* Hitoshi Mitake<mitake@xxxxxxxxxxxxxxxxxxxxx> wrote:
This patch adds --prefault option to perf bench mem memcpy.
If user specify this option to perf bench mem memcpy, overhead of
page faults will be removed from the score of memcpy().
Example of usage:
| % ./perf bench mem memcpy -l 500MB
| # Running mem/memcpy benchmark...
| # Copying 500MB Bytes from 0x7fc036749010 to 0x7fc055b4a010 ...
|
| 628.526821 MB/Sec
| mitake@X201i:~/linux/.../tools/perf% ./perf bench mem memcpy -l 500MB --prefault
| # Running mem/memcpy benchmark...
| # Copying 500MB Bytes from 0x7ff1b45e2010 to 0x7ff1d39e3010 ...
|
| 4.849256 GB/Sec
Ok, looks rather useful.
We are rather close to being able to apply these bits.

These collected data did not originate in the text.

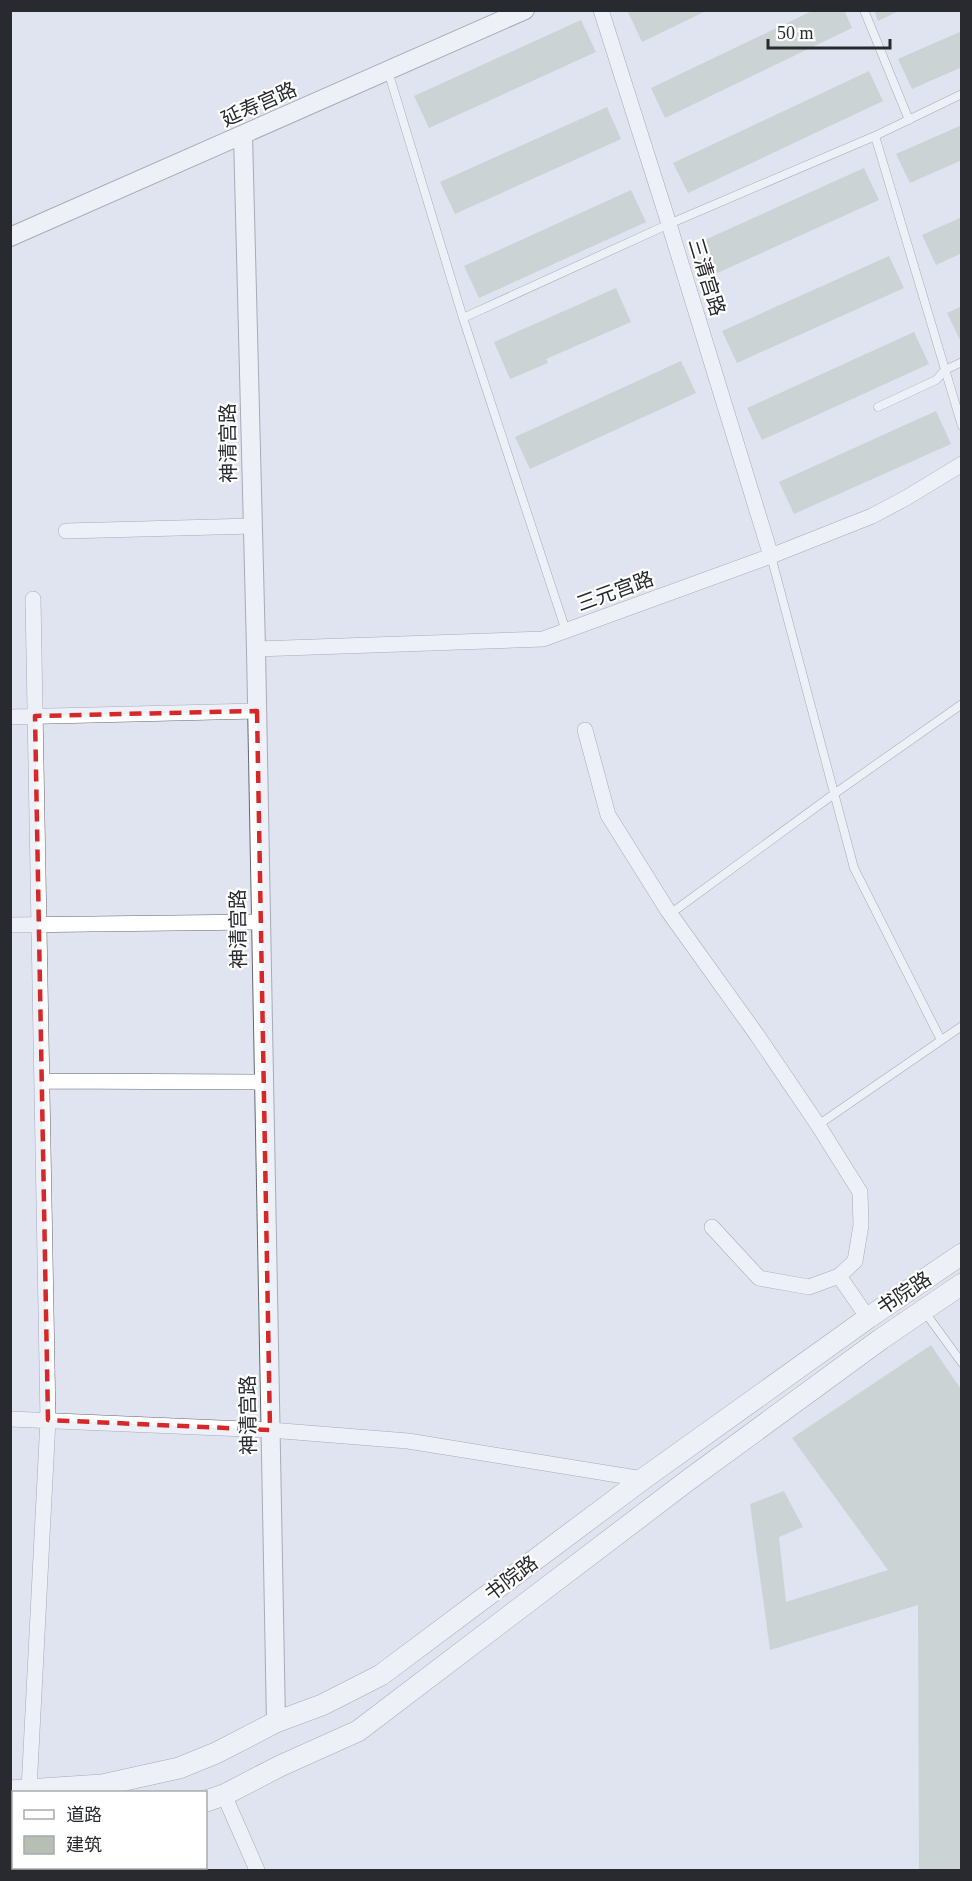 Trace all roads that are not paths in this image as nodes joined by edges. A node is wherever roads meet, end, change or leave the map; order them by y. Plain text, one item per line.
1 (525, 10) edge
2 (601, 10) edge
3 (864, 10) edge
4 (388, 71) junction
5 (962, 94) edge
6 (909, 120) junction
7 (243, 135) junction
8 (875, 136) junction
9 (669, 224) junction
10 (10, 237) edge
11 (463, 318) junction
12 (962, 362) edge
13 (945, 370) junction
14 (878, 407) dead end
15 (962, 426) edge
16 (962, 464) edge
17 (253, 526) junction
18 (66, 531) dead end
19 (771, 556) junction
20 (33, 599) dead end
21 (566, 631) junction
22 (256, 649) junction
23 (962, 704) edge
24 (257, 711) junction
25 (35, 716) junction
26 (10, 717) edge
27 (585, 730) dead end
28 (834, 794) junction
29 (670, 914) junction
30 (261, 922) junction
31 (39, 924) junction
32 (10, 925) edge
33 (962, 1026) edge
34 (941, 1040) junction
35 (42, 1081) junction
36 (264, 1082) junction
37 (818, 1125) junction
38 (712, 1227) dead end
39 (962, 1254) edge
40 (839, 1276) junction
41 (962, 1284) edge
42 (923, 1310) junction
43 (868, 1318) junction
44 (962, 1363) edge
45 (10, 1419) edge
46 (48, 1420) junction
47 (270, 1430) junction
48 (643, 1479) junction
49 (276, 1722) junction
50 (20, 1790) edge
51 (215, 1798) edge
52 (257, 1870) edge

1 - 4 street, 延寿宫路
2 - 9 street, 三清宫路
3 - 6 lane
4 - 7 street, 延寿宫路
4 - 11 lane
5 - 6 lane
6 - 8 lane
7 - 10 street, 延寿宫路
7 - 17 street, 神清宫路
8 - 9 lane
8 - 13 lane
9 - 11 lane
9 - 19 street, 三清宫路
11 - 21 lane
12 - 13 lane
13 - 14 lane
13 - 15 lane
16 - 19 street, 三元宫路
17 - 18 street
17 - 22 street, 神清宫路
19 - 21 street, 三元宫路
19 - 28 lane
20 - 25 street
21 - 22 street, 三元宫路
22 - 24 street, 神清宫路
23 - 28 lane
24 - 25 street
24 - 30 street, 神清宫路
25 - 26 street
25 - 31 street
27 - 29 street
28 - 29 lane
28 - 34 lane
29 - 37 street
30 - 31 street
30 - 36 street, 神清宫路
31 - 32 street
31 - 35 street
33 - 34 lane
34 - 37 lane
35 - 36 street
35 - 46 street
36 - 47 street, 神清宫路
37 - 40 street
38 - 40 street
39 - 43 main road, 书院路
40 - 43 street
41 - 42 main road, 书院路
42 - 44 lane
42 - 51 main road, 书院路
43 - 48 main road, 书院路
45 - 46 street
46 - 47 street
46 - 50 street
47 - 48 street
47 - 49 street, 神清宫路
48 - 49 main road, 书院路
49 - 50 main road, 书院路
51 - 52 street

We need a resolution for the
arch/x86/lib/memcpy_64.S details. The ugliest are these kinds of #ifdefs:
+#ifndef PERF_BENCH
.Lmemcpy_e:
.previous
+#endif
What happens if we keep that label in place?
This:
+#ifndef PERF_BENCH
ENTRY(__memcpy)
ENTRY(memcpy)
CFI_STARTPROC
+#else
+ .globl memcpy_x86_64_unrolled
+memcpy_x86_64_unrolled:
+#endif
Could be removed if you defined an ENTRY() macro in perf, right?
This:
+#ifndef PERF_BENCH
+
CFI_ENDPROC
ENDPROC(memcpy)
ENDPROC(__memcpy)
Could be solved by defining ENDPROC()/etc. macros in perf, right?

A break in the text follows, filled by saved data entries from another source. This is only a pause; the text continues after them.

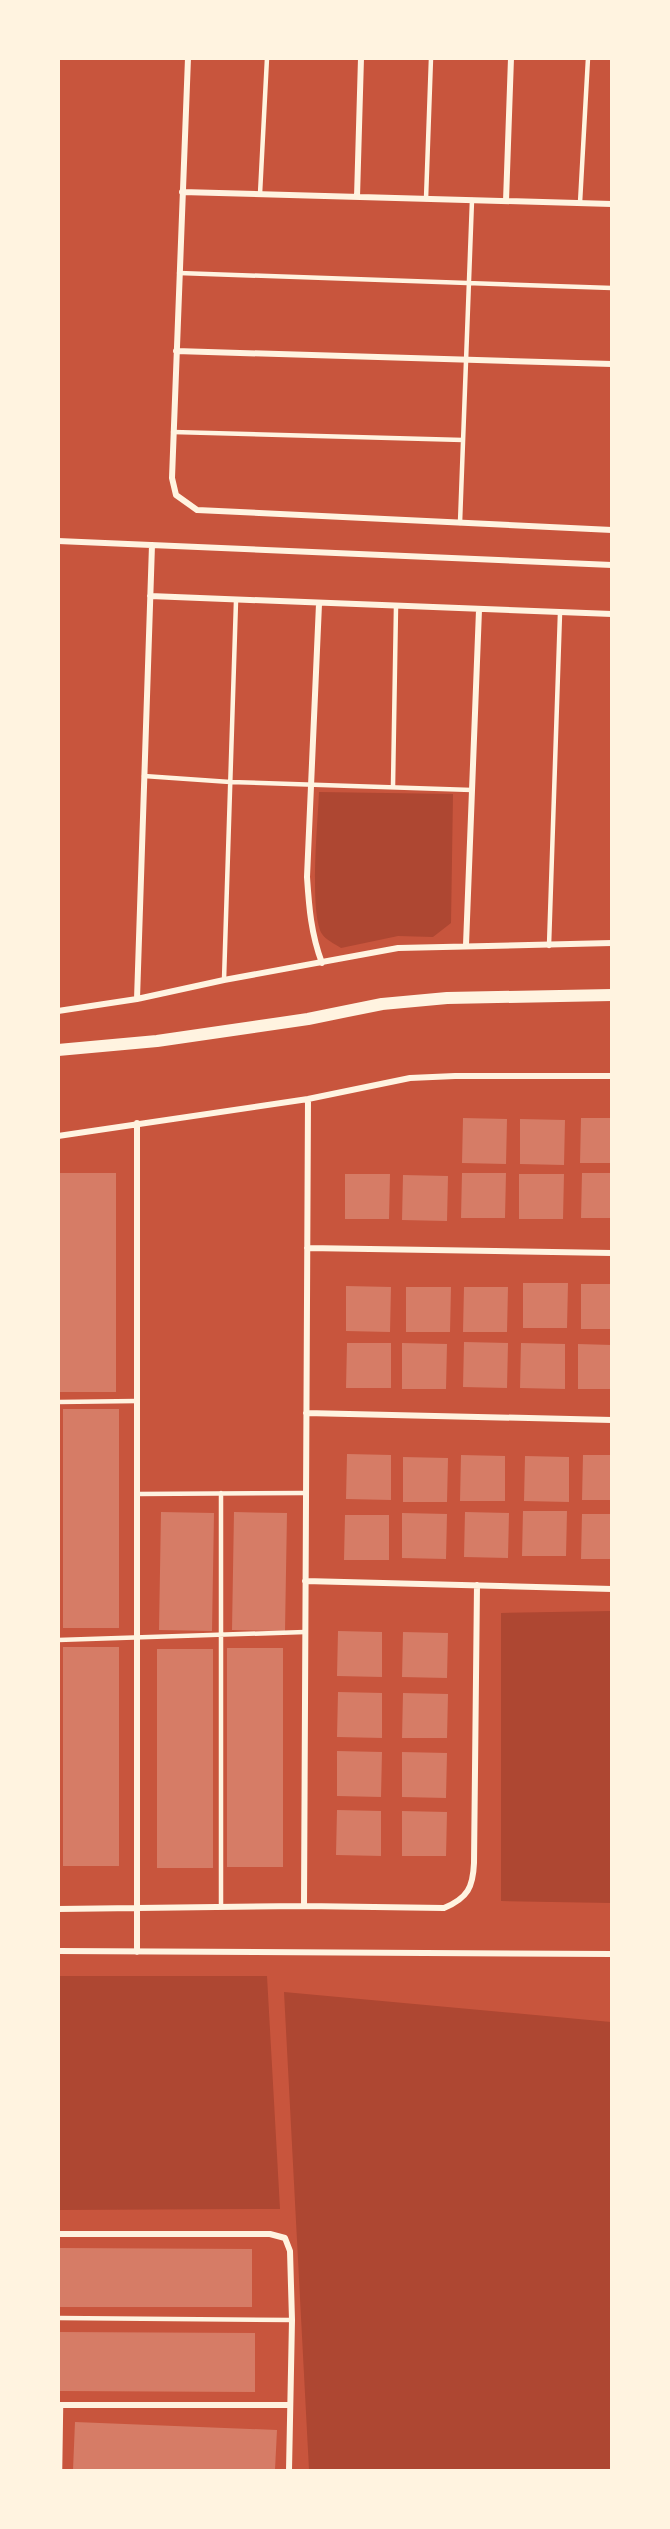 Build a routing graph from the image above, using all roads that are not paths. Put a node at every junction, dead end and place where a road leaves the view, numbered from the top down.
1 (188, 58) edge
2 (267, 58) edge
3 (361, 58) edge
4 (431, 58) edge
5 (511, 58) edge
6 (588, 58) edge
7 (182, 192) junction
8 (260, 194) junction
9 (357, 197) junction
10 (426, 199) junction
11 (472, 200) junction
12 (506, 201) junction
13 (580, 203) junction
14 (612, 204) edge
15 (179, 273) junction
16 (469, 283) junction
17 (612, 288) edge
18 (176, 351) junction
19 (466, 359) junction
20 (612, 364) edge
21 (173, 432) junction
22 (463, 440) junction
23 (460, 523) junction
24 (612, 530) edge
25 (58, 541) edge
26 (152, 545) junction
27 (612, 565) edge
28 (150, 596) junction
29 (236, 601) junction
30 (319, 604) junction
31 (396, 607) junction
32 (479, 610) junction
33 (560, 613) junction
34 (612, 614) edge
35 (144, 776) junction
36 (230, 782) junction
37 (312, 784) junction
38 (393, 786) junction
39 (472, 789) junction
40 (612, 943) edge
41 (466, 945) junction
42 (549, 946) junction
43 (322, 963) junction
44 (224, 980) junction
45 (612, 995) edge
46 (137, 999) junction
47 (58, 1011) edge
48 (58, 1050) edge
49 (612, 1076) edge
50 (308, 1099) junction
51 (137, 1123) junction
52 (58, 1136) edge
53 (307, 1248) junction
54 (612, 1253) edge
55 (137, 1401) junction
56 (58, 1402) edge
57 (306, 1413) junction
58 (612, 1420) edge
59 (220, 1493) junction
60 (305, 1493) junction
61 (137, 1494) junction
62 (305, 1581) junction
63 (477, 1585) junction
64 (612, 1589) edge
65 (305, 1632) junction
66 (221, 1635) junction
67 (137, 1638) junction
68 (58, 1640) edge
69 (304, 1906) junction
70 (221, 1907) junction
71 (137, 1908) junction
72 (58, 1909) edge
73 (58, 1951) edge
74 (137, 1952) junction
75 (612, 1954) edge
76 (58, 2234) edge
77 (58, 2318) edge
78 (292, 2320) junction
79 (60, 2405) edge
80 (290, 2405) junction
81 (60, 2470) edge
82 (289, 2470) edge

1 - 7 street
2 - 8 lane
3 - 9 street
4 - 10 lane
5 - 12 street
6 - 13 lane
7 - 8 street
7 - 15 street
8 - 9 street
9 - 10 street
10 - 11 street
11 - 12 street
11 - 16 lane
12 - 13 street
13 - 14 street
15 - 16 lane
15 - 18 street
16 - 17 lane
16 - 19 lane
18 - 19 street
18 - 21 street
19 - 20 street
19 - 22 lane
21 - 22 lane
21 - 23 street
22 - 23 lane
23 - 24 street
25 - 26 street
26 - 27 street
26 - 28 street
28 - 29 street
28 - 35 street
29 - 30 street
29 - 36 lane
30 - 31 street
30 - 37 street
31 - 32 street
31 - 38 lane
32 - 33 street
32 - 39 street
33 - 34 street
33 - 42 lane
35 - 36 lane
35 - 46 street
36 - 37 lane
36 - 44 lane
37 - 38 lane
37 - 43 street
38 - 39 lane
39 - 41 street
40 - 42 street
41 - 42 street
41 - 43 street
43 - 44 street
44 - 46 street
45 - 48 main road
46 - 47 street
49 - 50 street
50 - 51 street
50 - 53 street
51 - 52 street
51 - 55 street
53 - 54 street
53 - 57 street
55 - 56 lane
55 - 61 street
57 - 58 street
57 - 60 street
59 - 60 lane
59 - 61 lane
59 - 66 lane
60 - 62 street
61 - 67 street
62 - 63 street
62 - 65 street
63 - 64 street
63 - 69 street
65 - 66 lane
65 - 69 street
66 - 67 lane
66 - 70 lane
67 - 68 lane
67 - 71 street
69 - 70 street
70 - 71 street
71 - 72 street
71 - 74 street
73 - 74 street
74 - 75 street
76 - 78 street
77 - 78 lane
78 - 80 street
79 - 80 street
79 - 81 lane
80 - 82 street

We could remove this #ifdef:
+#ifndef PERF_BENCH
+
#include<linux/linkage.h>
#include<asm/cpufeature.h>
#include<asm/dwarf2.h>
+#endif /* PERF_BENCH */
if you added empty linkage.h, cpufeature.h and dwarf2.h files as
tools/perf/util/include/linux/linkage.h, tools/perf/util/include/asm/cpufeature.h.
That linkage.h file could even contain a short perf version of the ENTRY() macro,
etc.
That way we can avoid having to touch arch/x86/lib/memcpy_64.S altogether.